Listen, we better get to work. Zia will have a fit if she sees we’re not practicing.

Before I can say anything else, Jenny begins transferring her files to Pioneer 2A. I stand there for a couple of seconds, feeling foolish and guilty. Then I face Pioneer 1A, my own evil twin, and force myself to make the leap to its circuits.

I feel even more uncomfortable now, and I suspect that Jenny isn’t happy either. As we transmit our data back and forth, our Pioneers gradually move apart, taking a few strides after every transfer. Within a few minutes I’ve moved both my robots to the other side of the gym. Now I’m near Pioneers 6 and 6A, DeShawn and his evil twin.

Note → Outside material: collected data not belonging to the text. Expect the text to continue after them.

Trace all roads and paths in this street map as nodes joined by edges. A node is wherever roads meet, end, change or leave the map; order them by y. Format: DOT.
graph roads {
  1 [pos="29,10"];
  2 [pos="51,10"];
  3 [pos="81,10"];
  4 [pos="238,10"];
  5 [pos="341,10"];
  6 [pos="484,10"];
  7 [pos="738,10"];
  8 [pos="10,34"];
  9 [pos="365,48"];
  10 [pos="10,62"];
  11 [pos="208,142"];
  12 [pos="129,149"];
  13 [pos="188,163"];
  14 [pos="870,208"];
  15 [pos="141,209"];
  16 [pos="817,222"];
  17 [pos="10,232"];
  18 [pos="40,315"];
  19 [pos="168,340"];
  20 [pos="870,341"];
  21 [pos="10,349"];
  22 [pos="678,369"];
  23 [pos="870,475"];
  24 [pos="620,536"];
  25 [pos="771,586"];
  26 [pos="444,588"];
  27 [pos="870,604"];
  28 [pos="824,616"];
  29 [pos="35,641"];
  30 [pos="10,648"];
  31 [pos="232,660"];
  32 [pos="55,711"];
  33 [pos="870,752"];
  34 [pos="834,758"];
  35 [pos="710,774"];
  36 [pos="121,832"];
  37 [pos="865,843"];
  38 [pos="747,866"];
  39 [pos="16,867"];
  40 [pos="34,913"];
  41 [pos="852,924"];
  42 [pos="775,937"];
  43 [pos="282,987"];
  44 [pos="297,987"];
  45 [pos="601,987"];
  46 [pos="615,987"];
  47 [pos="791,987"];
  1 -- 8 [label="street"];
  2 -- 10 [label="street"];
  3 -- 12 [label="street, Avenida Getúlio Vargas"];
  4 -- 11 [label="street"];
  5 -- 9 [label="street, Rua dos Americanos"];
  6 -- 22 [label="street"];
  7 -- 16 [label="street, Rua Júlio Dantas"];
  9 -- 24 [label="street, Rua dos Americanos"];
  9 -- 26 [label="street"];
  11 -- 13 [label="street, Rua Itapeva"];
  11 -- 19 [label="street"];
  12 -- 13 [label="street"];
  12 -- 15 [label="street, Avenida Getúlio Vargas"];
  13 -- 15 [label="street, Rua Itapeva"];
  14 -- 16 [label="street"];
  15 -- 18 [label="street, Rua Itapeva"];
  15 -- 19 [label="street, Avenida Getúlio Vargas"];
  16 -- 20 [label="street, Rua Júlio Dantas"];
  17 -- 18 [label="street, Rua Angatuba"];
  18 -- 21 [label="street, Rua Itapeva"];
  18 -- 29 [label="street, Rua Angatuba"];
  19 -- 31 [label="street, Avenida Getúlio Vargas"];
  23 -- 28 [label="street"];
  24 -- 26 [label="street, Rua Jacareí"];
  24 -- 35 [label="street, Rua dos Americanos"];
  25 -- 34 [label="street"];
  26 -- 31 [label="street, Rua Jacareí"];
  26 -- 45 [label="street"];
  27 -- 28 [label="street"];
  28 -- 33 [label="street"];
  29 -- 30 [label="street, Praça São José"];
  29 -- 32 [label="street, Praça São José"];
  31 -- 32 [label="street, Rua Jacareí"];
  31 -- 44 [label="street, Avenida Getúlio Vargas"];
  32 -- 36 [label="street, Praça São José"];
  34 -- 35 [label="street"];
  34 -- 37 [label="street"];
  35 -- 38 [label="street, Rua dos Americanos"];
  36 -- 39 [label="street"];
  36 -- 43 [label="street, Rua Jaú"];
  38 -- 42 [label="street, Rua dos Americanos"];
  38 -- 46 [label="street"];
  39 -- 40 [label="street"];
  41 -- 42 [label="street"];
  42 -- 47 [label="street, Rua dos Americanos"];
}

This maneuver also maximizes my distance from Zia, who’s panning her camera across the gym, constantly checking on the rest of us.

DeShawn raises his arm when he sees me, and I hear a surprising noise come out of his speakers. It’s laughter. He’s only the second Pioneer to figure out how to do this. His laugh is deep and sonorous—very different from Marshall’s laugh, which is sharp and grating—and just the sound of it is enough to cheer me up. But I’m also jealous. I want to laugh too. I’m starting to wonder if it’ll ever come back to me.

“Yo, Adam, check it out.” DeShawn straightens his arms and bends his legs at the knee joints, putting Pioneer 6 in the exact same posture as 6A. The robots stand side by side like mirror images. “Like two peas in a pod, right? Which one’s the real me?”

“Oh boy, tough question. Maybe the one that’s talking? That’s just a wild guess, though.”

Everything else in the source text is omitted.